In fact, this approach can make bias in your interpretation worse.
Instead, your product management team should develop a falsifiable claim about the data before you see it. To say that your prediction should be falsifiable is to say that it should be specific enough that once you have seen the data, you can say definitively whether you were right or wrong.
As you can begin with your prediction and proceed by thinking through all of the ways it might be wrong, starting with a prediction will help your product management team think about the counterfactual. For example, if you begin by positing “our new ad campaign has raised sales by X percent relative to this time last year,” you are setting yourself up to consider where your sales would be if you had not launched the campaign. Sales might be seasonal and may increase over time even if the campaign is ineffective.
Structuring your research this way will help you work systematically through the dozens of relationships that might be present in your data.

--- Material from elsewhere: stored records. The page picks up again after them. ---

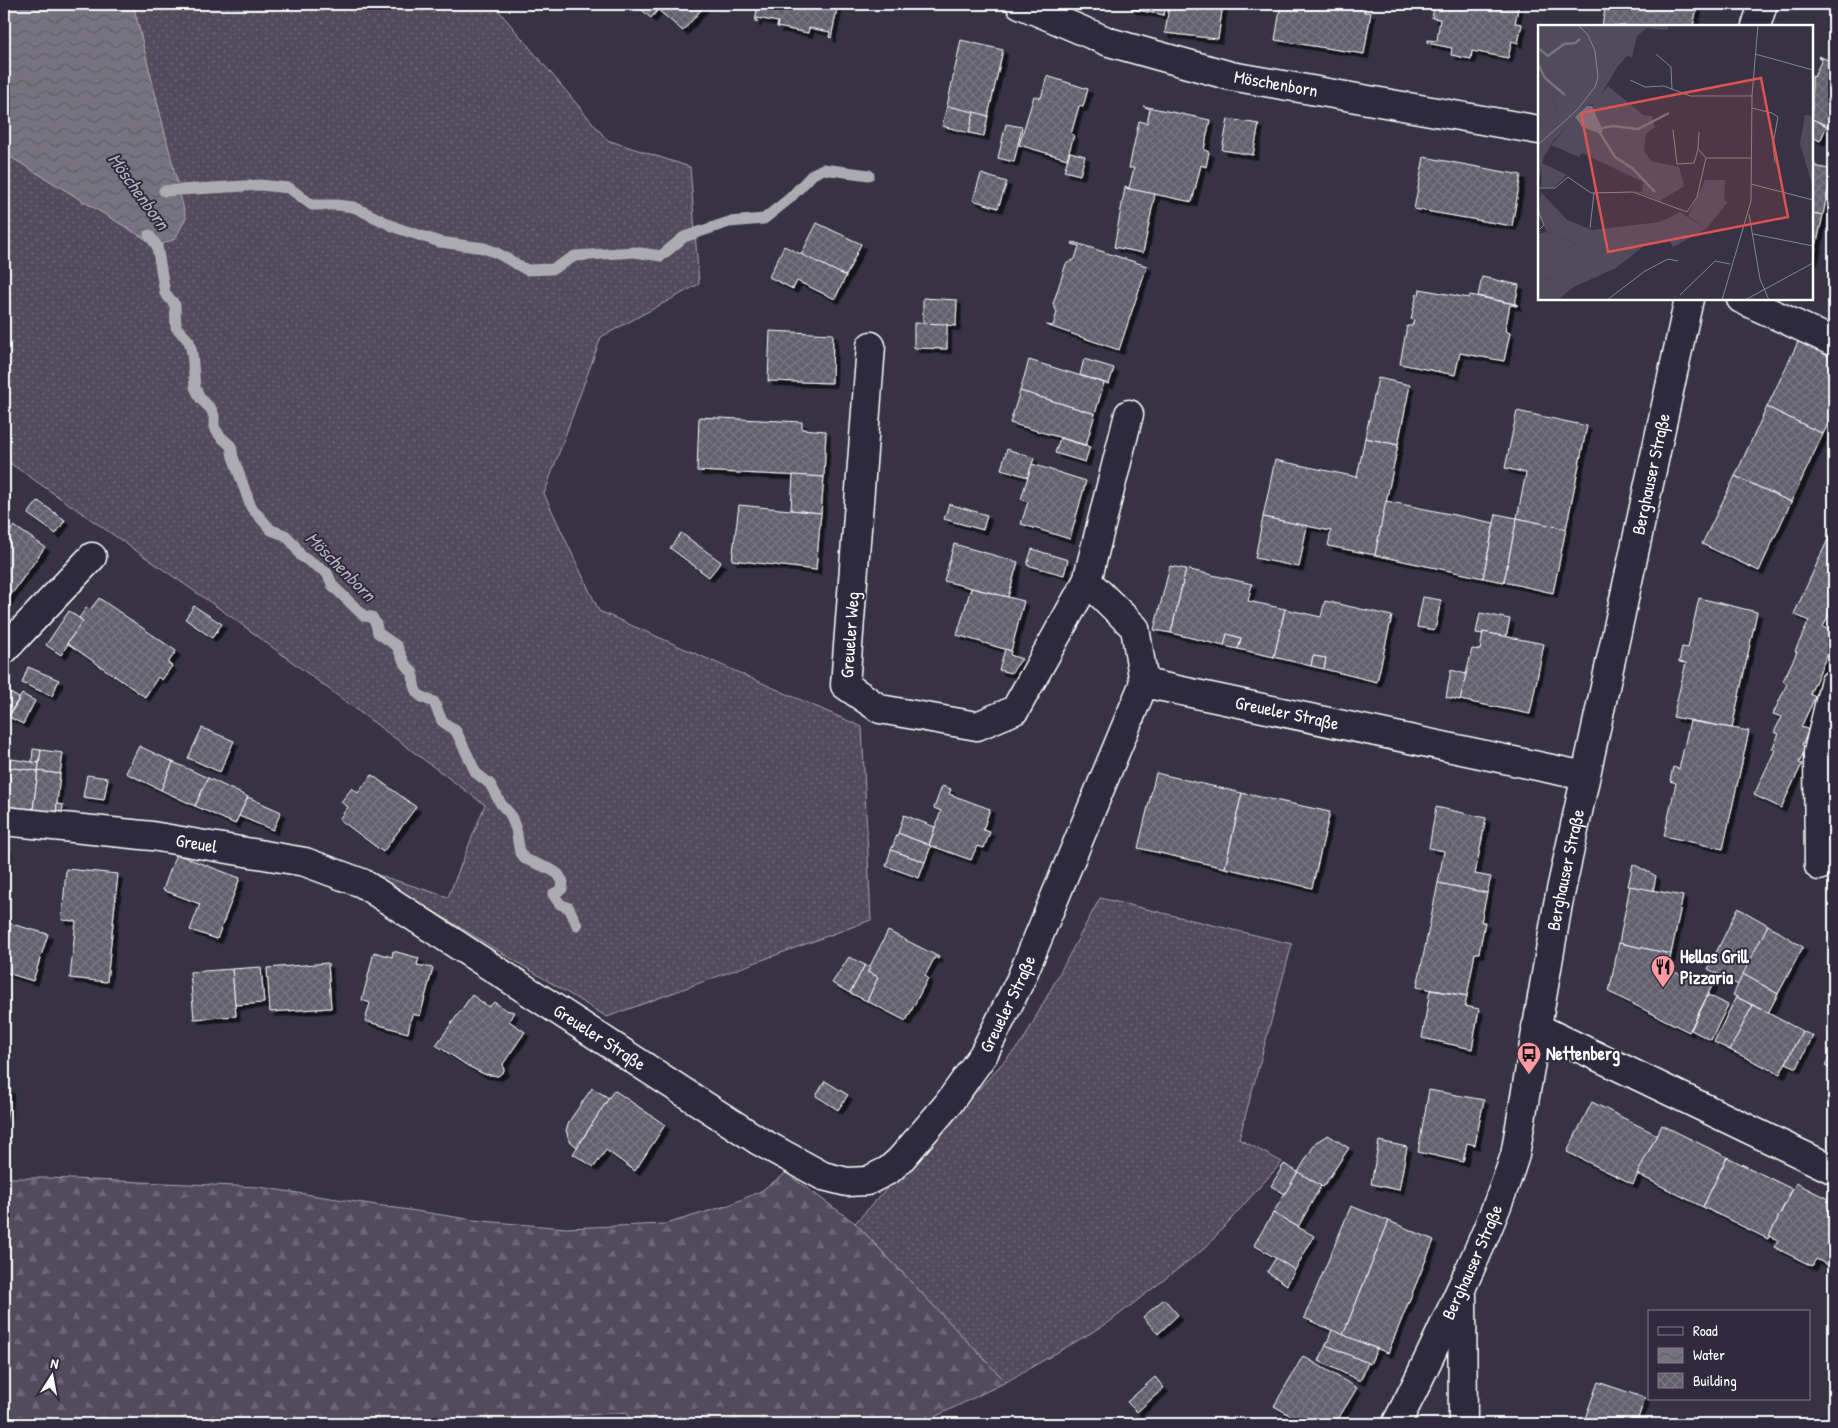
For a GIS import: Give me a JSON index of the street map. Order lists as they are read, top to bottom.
{
  "streets": {
    "street": [
      "Möschenborn",
      "Berghauser Straße",
      "Greueler Weg",
      "Greueler Straße",
      "Greuel"
    ]
  },
  "crossings": [
    ["Berghauser Straße", "Greueler Straße"],
    ["Greueler Straße", "Greuel"]
  ],
  "water": ["Möschenborn"],
  "places": {
    "restaurant": ["Hellas Grill Pizzaria"],
    "bus stop": ["Nettenberg"]
  },
  "legend": ["Road", "Water", "Building"],
  "north": "top"
}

Furthermore, gathering data has a cost, be it staff time, licensing for software, or just the goodwill of your customers. If your team begins without a clear idea of what question you want to answer, you could end up spending time and money gathering information that does not tell you something you really need to know.
4. Make Sure Your Model is Not Too Smart For Its Own Good
In general, the simpler your data, the less complex your model needs to be. Where the sample is large and where the relationships of cause and effect are straightforward, linear models will do the trick. When this is not the case, your product management team will need to move to more complicated tools.

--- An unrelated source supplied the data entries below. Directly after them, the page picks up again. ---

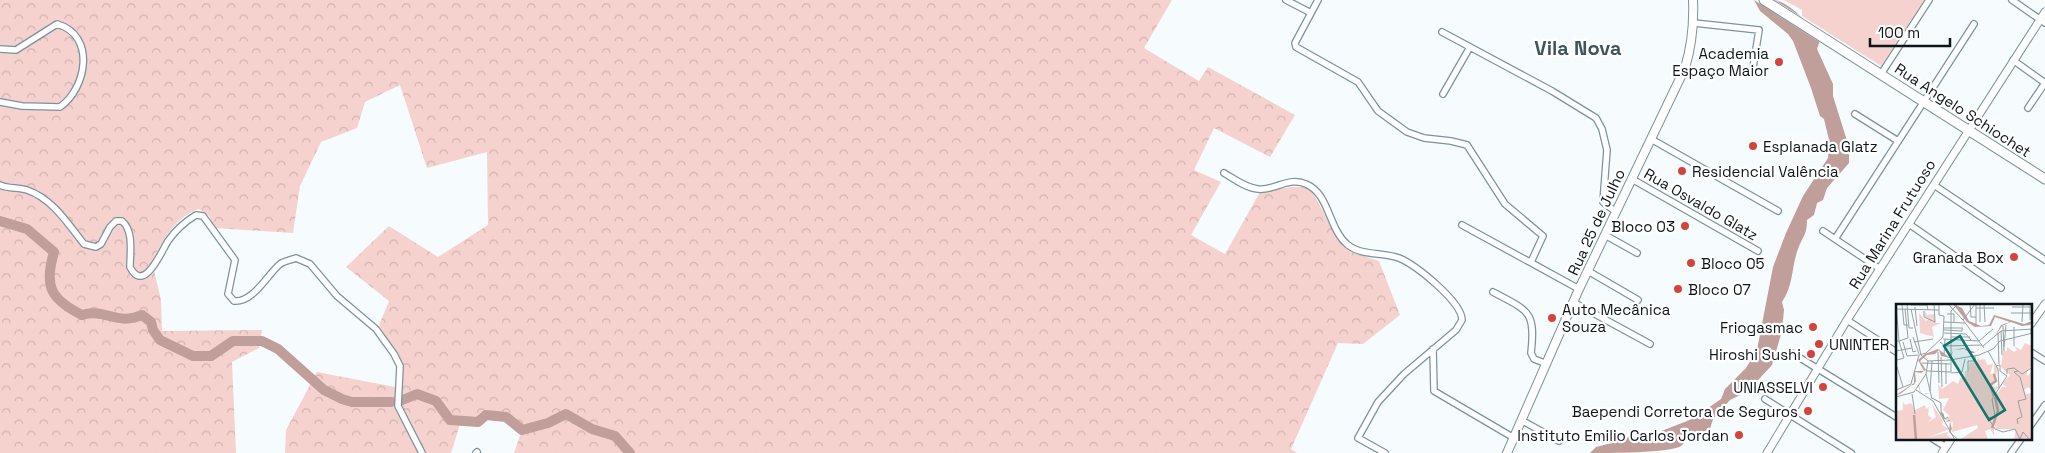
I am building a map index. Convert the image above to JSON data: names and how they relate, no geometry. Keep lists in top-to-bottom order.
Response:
{
  "streets": {
    "main road": ["Rua Angelo Schiochet", "Rua 25 de Julho"],
    "street": ["Rua Osvaldo Glatz", "Rua Marina Frutuoso"]
  },
  "crossings": [
    ["Rua Angelo Schiochet", "Rua Marina Frutuoso"],
    ["Rua Osvaldo Glatz", "Rua 25 de Julho"]
  ],
  "districts": ["Vila Nova"],
  "places": [
    "Academia Espaço Maior",
    "Esplanada Glatz",
    "Residencial Valência",
    "Bloco 03",
    "Granada Box",
    "Bloco 05",
    "Bloco 07",
    "Auto Mecânica Souza",
    "Friogasmac",
    "UNINTER",
    "Hiroshi Sushi",
    "UNIASSELVI",
    "Baependi Corretora de Seguros",
    "Instituto Emilio Carlos Jordan"
  ],
  "scale_bar": "100 m"
}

Relationships in your data could be complex in many ways.
The outcome you want to measure could have many significant inputs, or inputs that interact with each other. Maybe your product appeals in a unique way to young people living in big cities. If you measure only the effect of age, or only the effect of living in a big city, you might miss the broader point.
The relationship you are analyzing might not be linear. For instance, the change in traffic you get from investing your first dollar in content marketing might or might not be the same as the change you get from investing your one-thousandth dollar. Depending on what your data look like, your team will need to use a different model to understand it.
Of course, your team should not default to the most complex model without taking a look at your data first. Upon considering all the ways that simple models can fail you, it can be tempting to dump as many parameters into your model as possible. Using a model that is too complex for your data, however, can lead to “over-fitting.” That is, it imagines relationships in your sample that turn out not to exist in the wider population.
Every sample will have some unique quirks. Part of the reason for a product manager to use a statistical model is to sift through those quirks and find trends that matter outside the sample. If you build a model that can explain every tiny detail of the sample, the model may assume that the rest of the world is more or less like your sample and wind up leading you astray.
You can run into over-fitting problems even if you have data on an entire population, as your data will only represent that population at a particular point in time, and some of its quirks will not be present before or after the time your data covers.
Data is Not Neutral
With observational data getting ever more plentiful and reliable, it is critical that product managers put systems in place to distinguish signal from noise. The bigger and more complex your data set, the more important those systems are.
At every stage in the process, bear in mind that neither your model nor the data themselves are neutral. They can both be influenced by your team's assumptions and biases. Only by thinking critically about what questions to ask of your data can you get the answers you really need.